[Entries taken from a collection]
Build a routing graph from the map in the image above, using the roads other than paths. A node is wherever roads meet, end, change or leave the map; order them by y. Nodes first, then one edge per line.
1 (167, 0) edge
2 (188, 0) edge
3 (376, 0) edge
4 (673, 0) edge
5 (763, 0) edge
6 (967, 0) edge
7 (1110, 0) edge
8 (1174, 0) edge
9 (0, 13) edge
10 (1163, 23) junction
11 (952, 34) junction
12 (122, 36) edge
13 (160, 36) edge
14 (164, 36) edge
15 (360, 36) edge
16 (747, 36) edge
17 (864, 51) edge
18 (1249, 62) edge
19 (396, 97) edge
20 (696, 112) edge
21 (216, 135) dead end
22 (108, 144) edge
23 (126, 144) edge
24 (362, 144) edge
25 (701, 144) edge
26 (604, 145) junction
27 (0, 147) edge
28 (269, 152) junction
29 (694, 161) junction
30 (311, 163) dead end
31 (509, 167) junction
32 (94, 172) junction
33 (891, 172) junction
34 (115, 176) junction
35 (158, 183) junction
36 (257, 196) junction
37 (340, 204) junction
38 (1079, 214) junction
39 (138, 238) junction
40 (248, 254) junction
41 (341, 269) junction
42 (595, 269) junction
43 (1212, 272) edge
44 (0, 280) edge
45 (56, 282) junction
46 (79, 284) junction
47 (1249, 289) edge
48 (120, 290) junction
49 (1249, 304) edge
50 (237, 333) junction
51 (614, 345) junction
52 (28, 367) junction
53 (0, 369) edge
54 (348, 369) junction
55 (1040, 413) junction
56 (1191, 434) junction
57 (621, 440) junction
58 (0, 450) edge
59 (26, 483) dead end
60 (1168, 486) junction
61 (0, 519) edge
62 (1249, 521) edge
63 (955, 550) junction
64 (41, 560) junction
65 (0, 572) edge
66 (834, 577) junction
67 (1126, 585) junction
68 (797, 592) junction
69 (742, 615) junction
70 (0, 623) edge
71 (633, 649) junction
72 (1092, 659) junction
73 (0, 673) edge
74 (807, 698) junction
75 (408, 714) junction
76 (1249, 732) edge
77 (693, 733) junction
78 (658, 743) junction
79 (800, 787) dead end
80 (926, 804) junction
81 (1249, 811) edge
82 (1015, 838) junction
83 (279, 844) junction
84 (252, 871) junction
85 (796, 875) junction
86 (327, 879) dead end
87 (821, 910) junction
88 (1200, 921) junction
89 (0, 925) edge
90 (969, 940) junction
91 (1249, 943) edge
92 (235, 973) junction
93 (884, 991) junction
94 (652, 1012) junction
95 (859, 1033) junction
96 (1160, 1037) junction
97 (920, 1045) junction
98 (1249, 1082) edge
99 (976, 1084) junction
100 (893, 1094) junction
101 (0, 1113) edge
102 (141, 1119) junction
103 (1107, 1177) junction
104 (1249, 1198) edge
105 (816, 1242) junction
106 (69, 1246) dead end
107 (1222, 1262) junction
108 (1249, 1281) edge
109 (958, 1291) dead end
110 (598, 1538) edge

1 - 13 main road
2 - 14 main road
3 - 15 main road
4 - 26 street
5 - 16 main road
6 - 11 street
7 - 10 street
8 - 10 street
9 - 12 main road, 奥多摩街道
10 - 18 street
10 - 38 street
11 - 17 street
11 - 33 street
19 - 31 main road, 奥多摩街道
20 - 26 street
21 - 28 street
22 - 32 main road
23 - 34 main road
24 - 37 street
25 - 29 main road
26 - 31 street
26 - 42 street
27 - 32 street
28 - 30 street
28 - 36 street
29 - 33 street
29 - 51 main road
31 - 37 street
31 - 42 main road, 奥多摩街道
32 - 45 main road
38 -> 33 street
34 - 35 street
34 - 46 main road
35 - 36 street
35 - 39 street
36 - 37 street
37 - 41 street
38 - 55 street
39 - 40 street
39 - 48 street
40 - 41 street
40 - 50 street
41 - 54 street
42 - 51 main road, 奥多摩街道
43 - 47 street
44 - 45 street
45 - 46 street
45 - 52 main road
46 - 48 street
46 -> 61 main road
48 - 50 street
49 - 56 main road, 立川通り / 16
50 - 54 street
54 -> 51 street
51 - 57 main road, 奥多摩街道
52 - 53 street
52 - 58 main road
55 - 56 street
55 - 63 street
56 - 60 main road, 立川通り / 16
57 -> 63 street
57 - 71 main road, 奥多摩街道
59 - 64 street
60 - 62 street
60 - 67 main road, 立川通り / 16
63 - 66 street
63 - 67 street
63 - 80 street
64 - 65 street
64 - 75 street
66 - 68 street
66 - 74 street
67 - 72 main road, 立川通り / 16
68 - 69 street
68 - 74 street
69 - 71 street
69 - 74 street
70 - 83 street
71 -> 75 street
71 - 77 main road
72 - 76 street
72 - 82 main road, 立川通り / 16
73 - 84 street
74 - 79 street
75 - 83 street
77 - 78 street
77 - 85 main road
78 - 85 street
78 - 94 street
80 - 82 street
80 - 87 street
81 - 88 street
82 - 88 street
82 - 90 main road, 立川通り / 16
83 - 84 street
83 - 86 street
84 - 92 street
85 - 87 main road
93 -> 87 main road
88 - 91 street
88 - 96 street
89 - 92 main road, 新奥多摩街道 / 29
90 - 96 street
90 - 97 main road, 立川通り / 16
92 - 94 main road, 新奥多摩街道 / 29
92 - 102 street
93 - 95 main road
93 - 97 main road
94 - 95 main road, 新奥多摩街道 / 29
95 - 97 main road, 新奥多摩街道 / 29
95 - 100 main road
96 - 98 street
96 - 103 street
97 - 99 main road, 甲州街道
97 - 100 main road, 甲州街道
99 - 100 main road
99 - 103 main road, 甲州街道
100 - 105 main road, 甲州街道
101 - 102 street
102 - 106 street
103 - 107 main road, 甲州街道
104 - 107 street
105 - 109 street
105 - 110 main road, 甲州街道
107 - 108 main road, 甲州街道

§ **What the task requires**:
Within the entries above, work out how many lines contain the word "dead". The number alone is the answer.

§ **Worked solution**:
7